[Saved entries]
--------------------------------

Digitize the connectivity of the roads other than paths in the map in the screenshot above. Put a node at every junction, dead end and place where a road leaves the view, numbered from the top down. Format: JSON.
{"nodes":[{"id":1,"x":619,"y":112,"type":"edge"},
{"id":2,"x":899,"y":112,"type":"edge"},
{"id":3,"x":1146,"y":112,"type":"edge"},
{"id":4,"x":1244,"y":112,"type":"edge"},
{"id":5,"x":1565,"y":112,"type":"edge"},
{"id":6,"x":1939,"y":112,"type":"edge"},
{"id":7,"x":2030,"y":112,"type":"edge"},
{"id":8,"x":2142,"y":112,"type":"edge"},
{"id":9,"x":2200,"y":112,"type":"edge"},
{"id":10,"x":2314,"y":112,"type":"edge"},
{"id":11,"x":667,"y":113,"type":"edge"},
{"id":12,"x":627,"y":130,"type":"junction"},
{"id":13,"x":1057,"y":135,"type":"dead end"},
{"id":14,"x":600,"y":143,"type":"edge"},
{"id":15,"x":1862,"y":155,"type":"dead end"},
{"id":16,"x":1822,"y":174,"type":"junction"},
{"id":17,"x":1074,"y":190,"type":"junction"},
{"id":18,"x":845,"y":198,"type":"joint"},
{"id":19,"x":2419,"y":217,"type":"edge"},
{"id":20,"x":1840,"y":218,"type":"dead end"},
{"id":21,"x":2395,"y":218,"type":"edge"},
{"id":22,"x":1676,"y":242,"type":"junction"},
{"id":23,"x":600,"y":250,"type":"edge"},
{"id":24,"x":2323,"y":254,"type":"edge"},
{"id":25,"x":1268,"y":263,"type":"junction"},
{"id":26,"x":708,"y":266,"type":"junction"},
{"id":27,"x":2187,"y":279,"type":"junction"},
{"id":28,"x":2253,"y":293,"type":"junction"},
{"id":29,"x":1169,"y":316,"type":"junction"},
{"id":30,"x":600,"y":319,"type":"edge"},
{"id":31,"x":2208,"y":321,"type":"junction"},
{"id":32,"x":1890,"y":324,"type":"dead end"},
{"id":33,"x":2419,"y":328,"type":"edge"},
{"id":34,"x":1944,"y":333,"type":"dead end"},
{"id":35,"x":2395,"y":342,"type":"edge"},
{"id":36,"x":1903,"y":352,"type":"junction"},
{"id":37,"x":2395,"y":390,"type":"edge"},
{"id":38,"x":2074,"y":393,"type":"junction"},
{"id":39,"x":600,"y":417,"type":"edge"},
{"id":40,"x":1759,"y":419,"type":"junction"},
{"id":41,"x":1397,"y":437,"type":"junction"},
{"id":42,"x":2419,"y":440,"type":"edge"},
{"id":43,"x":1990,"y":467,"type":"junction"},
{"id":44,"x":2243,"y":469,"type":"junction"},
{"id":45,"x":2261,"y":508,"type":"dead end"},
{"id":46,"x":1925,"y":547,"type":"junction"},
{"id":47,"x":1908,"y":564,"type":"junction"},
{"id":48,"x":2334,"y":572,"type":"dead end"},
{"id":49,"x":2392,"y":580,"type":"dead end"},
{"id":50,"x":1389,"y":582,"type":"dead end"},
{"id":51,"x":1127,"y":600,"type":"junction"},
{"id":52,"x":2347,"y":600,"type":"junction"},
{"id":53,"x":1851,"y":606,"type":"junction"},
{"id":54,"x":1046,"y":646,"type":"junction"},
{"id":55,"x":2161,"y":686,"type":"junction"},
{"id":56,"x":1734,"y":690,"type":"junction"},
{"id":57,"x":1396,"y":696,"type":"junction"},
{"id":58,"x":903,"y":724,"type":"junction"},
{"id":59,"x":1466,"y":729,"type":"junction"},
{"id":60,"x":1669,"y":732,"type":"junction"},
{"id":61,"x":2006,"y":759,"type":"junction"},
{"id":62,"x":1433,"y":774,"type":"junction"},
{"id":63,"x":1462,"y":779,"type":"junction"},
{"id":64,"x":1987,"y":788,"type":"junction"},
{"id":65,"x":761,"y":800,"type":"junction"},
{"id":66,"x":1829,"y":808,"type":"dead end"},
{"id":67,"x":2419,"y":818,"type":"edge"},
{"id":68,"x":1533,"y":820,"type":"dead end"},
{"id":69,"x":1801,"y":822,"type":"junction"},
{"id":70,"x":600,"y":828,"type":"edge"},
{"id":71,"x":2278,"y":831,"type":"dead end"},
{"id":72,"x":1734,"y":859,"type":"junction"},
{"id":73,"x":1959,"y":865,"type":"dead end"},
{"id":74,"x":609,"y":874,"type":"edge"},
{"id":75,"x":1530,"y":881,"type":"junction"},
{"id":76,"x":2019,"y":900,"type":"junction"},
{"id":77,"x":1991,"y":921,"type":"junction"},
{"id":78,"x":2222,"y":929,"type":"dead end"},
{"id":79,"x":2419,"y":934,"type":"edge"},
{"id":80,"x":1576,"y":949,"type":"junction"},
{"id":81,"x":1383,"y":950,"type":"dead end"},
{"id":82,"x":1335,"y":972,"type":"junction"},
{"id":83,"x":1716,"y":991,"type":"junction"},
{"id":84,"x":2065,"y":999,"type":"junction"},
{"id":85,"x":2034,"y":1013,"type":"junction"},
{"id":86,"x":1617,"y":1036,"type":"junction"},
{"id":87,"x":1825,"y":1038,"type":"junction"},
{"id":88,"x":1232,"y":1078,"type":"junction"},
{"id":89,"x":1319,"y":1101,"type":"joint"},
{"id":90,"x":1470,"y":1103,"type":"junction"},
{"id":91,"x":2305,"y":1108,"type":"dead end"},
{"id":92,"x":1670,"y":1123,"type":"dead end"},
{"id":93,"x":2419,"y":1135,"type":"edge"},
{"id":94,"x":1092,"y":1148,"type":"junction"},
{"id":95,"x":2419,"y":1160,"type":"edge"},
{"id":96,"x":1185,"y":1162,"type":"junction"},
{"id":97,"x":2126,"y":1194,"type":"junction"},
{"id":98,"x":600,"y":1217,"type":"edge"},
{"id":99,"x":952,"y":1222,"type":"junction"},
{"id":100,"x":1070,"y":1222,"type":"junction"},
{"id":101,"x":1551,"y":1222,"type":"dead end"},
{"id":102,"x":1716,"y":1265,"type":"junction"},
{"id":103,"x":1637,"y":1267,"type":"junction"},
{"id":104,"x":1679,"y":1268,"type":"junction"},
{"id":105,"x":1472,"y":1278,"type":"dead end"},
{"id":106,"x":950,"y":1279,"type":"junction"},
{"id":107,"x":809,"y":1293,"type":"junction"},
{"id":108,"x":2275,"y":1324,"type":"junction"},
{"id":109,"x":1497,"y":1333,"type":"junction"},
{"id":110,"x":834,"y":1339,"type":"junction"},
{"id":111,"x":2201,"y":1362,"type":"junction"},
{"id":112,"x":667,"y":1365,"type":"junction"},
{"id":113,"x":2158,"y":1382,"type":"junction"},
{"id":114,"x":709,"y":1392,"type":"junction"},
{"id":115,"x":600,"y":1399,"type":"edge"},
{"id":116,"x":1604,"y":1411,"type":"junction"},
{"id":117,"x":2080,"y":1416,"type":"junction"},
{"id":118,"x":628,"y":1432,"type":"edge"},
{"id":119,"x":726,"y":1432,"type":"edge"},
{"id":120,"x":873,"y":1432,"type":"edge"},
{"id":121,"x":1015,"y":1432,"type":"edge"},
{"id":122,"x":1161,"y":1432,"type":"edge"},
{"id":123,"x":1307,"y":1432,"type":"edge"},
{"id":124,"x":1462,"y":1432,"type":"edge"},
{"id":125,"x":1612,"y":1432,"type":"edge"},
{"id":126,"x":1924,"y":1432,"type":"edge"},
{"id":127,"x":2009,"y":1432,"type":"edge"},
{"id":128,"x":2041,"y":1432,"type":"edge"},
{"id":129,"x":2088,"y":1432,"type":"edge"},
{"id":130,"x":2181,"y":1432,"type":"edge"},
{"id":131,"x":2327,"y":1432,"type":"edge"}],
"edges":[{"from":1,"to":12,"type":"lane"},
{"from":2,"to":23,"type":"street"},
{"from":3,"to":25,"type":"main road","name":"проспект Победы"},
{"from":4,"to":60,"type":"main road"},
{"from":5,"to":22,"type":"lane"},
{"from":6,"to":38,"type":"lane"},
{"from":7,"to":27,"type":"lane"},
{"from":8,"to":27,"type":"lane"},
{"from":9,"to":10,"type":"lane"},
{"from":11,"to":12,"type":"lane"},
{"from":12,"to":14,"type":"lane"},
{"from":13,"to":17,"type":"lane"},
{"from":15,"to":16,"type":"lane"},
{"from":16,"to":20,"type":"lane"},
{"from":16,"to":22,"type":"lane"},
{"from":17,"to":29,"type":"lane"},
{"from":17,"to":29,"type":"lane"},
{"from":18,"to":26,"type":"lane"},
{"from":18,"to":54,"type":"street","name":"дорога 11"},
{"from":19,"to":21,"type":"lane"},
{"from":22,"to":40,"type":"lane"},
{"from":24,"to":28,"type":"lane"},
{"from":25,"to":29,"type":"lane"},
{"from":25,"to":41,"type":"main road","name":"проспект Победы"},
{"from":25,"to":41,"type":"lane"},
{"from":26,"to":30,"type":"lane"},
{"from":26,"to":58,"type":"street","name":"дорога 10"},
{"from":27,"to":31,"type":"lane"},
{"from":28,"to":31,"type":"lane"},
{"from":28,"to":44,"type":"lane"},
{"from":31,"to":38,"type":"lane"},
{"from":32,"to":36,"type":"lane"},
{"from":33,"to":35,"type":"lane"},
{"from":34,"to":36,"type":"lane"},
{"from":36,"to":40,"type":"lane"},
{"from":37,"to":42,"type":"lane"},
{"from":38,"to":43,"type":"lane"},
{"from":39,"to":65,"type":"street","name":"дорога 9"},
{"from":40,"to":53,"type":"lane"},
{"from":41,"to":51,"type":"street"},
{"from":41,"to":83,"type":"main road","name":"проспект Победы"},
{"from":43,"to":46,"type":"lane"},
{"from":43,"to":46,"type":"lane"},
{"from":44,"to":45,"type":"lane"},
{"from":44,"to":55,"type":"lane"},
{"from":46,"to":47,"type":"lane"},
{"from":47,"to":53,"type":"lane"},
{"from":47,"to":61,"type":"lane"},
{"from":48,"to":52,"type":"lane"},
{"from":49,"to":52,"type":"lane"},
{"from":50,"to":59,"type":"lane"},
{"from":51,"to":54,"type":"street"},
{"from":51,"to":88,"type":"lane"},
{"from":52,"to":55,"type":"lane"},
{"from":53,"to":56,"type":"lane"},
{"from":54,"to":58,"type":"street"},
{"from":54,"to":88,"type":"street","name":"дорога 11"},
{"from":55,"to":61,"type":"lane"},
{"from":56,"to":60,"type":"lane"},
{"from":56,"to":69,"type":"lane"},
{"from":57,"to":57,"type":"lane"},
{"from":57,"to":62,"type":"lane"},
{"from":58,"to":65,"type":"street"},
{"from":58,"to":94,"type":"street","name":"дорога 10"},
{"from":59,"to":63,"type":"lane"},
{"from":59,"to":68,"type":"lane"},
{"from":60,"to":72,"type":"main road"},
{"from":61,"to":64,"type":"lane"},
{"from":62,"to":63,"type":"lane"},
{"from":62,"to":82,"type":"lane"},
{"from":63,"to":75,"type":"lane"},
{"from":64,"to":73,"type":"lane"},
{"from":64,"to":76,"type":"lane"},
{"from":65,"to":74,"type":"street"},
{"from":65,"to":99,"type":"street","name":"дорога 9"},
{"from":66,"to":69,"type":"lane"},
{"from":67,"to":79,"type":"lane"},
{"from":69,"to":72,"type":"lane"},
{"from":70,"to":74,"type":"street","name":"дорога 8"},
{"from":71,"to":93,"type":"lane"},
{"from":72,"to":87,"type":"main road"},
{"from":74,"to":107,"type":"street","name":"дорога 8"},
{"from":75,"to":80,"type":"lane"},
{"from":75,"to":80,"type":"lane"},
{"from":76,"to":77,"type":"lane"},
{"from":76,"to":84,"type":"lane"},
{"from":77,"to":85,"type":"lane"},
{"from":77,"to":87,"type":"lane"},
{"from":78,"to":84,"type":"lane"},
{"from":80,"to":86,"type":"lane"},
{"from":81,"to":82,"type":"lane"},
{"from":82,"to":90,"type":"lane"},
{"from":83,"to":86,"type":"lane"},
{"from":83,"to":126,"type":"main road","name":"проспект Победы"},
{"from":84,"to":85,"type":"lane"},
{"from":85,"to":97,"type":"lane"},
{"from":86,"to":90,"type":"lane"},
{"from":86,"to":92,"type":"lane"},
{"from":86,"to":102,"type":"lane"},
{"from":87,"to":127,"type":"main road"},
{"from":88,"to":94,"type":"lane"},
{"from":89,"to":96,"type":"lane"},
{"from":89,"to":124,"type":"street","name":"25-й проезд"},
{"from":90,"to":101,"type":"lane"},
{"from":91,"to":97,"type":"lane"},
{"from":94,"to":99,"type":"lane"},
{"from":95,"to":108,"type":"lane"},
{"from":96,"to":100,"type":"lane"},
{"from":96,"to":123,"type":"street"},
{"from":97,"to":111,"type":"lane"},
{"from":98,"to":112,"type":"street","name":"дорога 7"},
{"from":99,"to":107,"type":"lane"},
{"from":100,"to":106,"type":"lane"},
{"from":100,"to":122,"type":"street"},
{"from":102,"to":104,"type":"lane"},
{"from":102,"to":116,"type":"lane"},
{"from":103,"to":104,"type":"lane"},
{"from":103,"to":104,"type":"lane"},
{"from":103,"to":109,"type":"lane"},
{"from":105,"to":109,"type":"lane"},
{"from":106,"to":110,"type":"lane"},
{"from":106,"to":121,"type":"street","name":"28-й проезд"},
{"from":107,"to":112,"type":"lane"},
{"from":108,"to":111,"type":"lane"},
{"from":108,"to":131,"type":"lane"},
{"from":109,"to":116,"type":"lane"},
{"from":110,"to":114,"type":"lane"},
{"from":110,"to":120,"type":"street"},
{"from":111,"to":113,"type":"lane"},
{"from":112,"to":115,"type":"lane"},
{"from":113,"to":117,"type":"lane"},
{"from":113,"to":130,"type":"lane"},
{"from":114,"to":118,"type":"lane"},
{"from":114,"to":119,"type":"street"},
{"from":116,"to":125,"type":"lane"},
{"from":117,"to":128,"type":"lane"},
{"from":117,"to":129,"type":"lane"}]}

--------------------------------

:: Work order ::
Look over the data above and show each line that contains "main".

:: Result of the exercise ::
{"from":3,"to":25,"type":"main road","name":"проспект Победы"},
{"from":4,"to":60,"type":"main road"},
{"from":25,"to":41,"type":"main road","name":"проспект Победы"},
{"from":41,"to":83,"type":"main road","name":"проспект Победы"},
{"from":60,"to":72,"type":"main road"},
{"from":72,"to":87,"type":"main road"},
{"from":83,"to":126,"type":"main road","name":"проспект Победы"},
{"from":87,"to":127,"type":"main road"},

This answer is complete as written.